(Exercise details)
The answer must consist of every line in the records that contains the word "absolute".

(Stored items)
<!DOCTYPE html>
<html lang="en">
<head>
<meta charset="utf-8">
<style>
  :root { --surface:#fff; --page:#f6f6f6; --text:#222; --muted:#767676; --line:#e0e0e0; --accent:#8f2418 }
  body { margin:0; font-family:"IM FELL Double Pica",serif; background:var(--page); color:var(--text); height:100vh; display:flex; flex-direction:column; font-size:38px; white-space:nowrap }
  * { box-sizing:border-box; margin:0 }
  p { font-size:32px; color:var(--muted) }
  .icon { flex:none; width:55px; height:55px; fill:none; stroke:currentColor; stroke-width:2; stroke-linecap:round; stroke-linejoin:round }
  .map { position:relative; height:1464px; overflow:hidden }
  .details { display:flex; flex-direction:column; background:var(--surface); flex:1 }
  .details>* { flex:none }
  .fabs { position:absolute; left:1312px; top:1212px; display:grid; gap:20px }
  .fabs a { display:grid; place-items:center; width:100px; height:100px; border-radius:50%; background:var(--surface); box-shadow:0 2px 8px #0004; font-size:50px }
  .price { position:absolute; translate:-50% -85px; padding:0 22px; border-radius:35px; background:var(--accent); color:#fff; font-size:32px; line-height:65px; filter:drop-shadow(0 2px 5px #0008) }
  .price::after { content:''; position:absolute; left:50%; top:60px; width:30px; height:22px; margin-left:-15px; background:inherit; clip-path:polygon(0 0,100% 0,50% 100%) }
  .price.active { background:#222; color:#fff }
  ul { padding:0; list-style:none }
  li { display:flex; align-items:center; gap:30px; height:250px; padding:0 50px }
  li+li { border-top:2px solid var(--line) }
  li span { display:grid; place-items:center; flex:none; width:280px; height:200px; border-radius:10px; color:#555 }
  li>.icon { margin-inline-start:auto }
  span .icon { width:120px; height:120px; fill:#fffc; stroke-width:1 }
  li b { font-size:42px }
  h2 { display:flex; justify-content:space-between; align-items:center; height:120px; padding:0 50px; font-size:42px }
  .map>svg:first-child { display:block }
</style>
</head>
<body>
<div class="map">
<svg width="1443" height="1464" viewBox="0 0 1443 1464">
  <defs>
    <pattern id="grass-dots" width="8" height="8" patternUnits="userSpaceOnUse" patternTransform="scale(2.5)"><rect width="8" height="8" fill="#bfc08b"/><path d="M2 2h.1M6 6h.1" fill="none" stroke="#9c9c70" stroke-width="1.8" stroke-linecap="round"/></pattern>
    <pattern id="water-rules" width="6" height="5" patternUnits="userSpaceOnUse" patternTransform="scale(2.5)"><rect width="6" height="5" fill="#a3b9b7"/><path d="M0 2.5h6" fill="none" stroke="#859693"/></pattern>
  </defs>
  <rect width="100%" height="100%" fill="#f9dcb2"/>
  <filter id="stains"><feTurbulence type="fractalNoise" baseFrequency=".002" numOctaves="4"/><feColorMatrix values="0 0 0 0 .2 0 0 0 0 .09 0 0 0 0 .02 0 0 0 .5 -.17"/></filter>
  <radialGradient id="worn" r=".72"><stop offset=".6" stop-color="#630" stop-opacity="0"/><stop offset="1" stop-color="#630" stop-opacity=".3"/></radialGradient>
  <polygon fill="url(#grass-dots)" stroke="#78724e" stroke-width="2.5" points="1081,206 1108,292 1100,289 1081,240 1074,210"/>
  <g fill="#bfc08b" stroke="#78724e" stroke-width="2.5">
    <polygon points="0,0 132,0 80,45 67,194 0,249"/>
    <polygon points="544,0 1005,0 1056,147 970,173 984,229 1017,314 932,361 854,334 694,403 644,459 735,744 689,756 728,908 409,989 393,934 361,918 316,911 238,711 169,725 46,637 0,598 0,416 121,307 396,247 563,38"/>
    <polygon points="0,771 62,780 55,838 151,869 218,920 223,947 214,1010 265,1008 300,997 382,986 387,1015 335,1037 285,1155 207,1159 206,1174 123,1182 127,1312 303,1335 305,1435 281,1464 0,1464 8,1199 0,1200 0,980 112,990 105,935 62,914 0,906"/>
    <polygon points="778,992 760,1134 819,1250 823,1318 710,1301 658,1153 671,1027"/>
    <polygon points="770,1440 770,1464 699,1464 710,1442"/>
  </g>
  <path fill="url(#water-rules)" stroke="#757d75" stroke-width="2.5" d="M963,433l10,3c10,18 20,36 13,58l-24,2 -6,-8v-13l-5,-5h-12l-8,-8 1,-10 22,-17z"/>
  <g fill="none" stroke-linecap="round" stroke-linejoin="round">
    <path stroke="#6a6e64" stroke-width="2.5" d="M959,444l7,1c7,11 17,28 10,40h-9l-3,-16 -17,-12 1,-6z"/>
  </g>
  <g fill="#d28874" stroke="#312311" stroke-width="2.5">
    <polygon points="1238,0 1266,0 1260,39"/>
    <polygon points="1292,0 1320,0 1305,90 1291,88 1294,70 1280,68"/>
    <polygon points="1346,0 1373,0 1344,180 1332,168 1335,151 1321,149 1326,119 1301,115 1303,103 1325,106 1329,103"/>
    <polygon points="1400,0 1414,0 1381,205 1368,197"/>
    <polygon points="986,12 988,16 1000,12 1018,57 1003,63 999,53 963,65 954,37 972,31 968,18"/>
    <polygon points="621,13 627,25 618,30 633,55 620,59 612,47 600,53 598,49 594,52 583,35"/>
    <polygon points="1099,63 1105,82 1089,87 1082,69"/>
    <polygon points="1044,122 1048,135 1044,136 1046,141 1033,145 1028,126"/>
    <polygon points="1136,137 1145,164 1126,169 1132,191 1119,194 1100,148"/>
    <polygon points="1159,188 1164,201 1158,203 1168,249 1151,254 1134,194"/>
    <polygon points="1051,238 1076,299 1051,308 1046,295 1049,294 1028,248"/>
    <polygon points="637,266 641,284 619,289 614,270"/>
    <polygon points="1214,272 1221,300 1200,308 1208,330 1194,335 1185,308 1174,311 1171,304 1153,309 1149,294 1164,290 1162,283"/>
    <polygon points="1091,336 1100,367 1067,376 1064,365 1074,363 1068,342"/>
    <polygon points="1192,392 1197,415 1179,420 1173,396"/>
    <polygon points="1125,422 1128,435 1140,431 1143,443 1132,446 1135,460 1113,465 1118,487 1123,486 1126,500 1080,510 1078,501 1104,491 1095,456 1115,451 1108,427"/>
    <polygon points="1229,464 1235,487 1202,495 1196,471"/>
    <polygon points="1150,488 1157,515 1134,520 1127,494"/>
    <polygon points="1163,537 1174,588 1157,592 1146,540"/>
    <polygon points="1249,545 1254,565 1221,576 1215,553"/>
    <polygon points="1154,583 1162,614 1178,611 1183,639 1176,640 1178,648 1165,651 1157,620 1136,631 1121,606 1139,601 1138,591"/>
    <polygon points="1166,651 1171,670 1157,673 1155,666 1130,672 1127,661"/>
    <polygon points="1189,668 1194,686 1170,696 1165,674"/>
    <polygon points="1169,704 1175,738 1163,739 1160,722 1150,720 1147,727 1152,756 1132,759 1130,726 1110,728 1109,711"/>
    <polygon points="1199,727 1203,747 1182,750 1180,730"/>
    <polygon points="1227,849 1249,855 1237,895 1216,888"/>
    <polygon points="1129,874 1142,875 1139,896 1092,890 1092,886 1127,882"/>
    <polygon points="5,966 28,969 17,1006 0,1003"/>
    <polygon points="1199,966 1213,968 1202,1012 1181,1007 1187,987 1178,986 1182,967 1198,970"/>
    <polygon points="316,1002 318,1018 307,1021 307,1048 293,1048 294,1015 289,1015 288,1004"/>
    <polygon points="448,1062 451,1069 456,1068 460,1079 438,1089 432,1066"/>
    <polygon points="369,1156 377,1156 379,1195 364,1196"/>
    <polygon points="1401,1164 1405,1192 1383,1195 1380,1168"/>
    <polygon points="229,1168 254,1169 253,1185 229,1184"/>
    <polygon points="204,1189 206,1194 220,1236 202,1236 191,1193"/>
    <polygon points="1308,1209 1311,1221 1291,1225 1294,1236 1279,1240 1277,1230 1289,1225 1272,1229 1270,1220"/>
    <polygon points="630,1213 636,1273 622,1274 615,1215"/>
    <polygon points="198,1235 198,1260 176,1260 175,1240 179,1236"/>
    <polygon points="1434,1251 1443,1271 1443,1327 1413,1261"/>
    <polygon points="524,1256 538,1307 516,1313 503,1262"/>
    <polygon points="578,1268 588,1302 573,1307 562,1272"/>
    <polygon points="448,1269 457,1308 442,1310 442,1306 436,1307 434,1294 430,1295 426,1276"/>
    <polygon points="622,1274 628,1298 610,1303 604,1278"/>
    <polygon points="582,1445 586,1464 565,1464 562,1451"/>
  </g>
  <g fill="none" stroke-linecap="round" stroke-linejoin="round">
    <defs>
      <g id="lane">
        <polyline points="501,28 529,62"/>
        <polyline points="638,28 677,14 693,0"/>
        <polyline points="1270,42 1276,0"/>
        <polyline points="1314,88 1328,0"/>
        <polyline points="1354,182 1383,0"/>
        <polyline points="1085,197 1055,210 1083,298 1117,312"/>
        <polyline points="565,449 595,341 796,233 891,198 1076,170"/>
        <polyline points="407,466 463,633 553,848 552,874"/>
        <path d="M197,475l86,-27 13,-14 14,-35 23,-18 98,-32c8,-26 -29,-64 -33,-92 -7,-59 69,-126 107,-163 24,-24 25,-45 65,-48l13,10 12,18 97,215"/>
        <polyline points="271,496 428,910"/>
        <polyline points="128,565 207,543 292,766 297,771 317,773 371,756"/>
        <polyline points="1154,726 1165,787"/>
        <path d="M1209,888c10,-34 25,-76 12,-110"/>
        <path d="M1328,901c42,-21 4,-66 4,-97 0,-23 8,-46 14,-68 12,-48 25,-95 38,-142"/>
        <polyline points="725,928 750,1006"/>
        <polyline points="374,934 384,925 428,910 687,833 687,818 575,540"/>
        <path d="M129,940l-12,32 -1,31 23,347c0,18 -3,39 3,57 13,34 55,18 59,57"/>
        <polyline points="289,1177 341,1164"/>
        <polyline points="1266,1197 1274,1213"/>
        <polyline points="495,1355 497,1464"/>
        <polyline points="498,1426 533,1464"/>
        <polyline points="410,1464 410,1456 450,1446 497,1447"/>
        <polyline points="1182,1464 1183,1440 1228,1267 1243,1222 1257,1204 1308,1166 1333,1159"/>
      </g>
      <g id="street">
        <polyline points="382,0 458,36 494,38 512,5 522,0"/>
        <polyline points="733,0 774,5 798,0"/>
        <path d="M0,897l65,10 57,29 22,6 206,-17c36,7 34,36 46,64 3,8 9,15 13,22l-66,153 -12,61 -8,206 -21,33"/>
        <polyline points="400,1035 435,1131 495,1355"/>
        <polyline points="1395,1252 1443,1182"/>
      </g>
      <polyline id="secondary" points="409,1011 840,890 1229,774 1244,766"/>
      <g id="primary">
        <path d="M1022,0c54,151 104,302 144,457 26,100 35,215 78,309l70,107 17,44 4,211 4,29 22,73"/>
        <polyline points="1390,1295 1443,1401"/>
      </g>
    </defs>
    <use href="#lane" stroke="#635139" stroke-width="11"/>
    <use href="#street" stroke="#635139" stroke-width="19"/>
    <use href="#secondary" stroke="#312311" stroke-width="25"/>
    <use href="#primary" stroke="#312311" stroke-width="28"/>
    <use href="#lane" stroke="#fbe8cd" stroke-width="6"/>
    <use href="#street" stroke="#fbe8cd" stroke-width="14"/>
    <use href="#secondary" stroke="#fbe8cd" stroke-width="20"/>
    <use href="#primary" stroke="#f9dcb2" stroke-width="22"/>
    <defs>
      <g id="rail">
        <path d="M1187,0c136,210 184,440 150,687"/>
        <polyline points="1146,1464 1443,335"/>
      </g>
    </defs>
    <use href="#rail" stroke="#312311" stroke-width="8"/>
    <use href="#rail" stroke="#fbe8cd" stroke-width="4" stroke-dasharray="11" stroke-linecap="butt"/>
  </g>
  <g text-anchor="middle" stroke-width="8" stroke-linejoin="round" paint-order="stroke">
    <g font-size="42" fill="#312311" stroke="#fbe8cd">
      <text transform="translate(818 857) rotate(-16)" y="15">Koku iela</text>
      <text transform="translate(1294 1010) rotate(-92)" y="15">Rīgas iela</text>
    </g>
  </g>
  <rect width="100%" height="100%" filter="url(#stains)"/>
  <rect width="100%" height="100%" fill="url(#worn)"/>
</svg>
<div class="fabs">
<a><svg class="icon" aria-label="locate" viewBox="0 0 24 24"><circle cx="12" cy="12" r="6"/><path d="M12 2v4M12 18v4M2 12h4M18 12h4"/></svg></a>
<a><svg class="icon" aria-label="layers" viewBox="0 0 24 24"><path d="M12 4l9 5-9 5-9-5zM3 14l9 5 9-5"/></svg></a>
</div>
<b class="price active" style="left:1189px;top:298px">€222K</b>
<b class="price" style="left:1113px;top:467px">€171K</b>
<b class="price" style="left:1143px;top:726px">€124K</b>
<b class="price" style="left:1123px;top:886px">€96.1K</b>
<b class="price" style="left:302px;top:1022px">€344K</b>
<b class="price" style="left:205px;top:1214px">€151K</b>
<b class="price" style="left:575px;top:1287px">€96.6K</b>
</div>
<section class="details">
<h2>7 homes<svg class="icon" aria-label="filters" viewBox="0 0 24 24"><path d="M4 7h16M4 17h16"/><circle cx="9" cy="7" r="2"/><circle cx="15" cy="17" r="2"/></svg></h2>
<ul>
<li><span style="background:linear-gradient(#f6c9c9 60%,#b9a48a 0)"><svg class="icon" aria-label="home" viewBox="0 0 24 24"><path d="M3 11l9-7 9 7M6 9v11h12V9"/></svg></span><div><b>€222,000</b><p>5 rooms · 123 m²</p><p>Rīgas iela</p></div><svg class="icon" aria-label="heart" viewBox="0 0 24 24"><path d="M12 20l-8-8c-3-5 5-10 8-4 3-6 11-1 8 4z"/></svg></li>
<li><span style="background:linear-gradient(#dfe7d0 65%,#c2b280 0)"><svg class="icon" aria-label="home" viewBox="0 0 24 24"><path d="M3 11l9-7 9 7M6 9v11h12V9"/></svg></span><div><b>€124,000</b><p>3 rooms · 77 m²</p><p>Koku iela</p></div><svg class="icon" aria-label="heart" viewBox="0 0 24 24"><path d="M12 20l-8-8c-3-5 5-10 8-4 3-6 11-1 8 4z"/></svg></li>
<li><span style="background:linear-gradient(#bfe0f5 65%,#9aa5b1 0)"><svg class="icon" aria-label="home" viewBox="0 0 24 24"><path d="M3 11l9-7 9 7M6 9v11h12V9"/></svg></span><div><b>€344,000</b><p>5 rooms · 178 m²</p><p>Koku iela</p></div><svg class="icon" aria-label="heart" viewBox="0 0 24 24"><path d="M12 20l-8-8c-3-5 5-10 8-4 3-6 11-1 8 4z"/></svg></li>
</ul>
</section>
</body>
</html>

(Problem solution)
  .fabs { position:absolute; left:1312px; top:1212px; display:grid; gap:20px }
  .price { position:absolute; translate:-50% -85px; padding:0 22px; border-radius:35px; background:var(--accent); color:#fff; font-size:32px; line-height:65px; filter:drop-shadow(0 2px 5px #0008) }
  .price::after { content:''; position:absolute; left:50%; top:60px; width:30px; height:22px; margin-left:-15px; background:inherit; clip-path:polygon(0 0,100% 0,50% 100%) }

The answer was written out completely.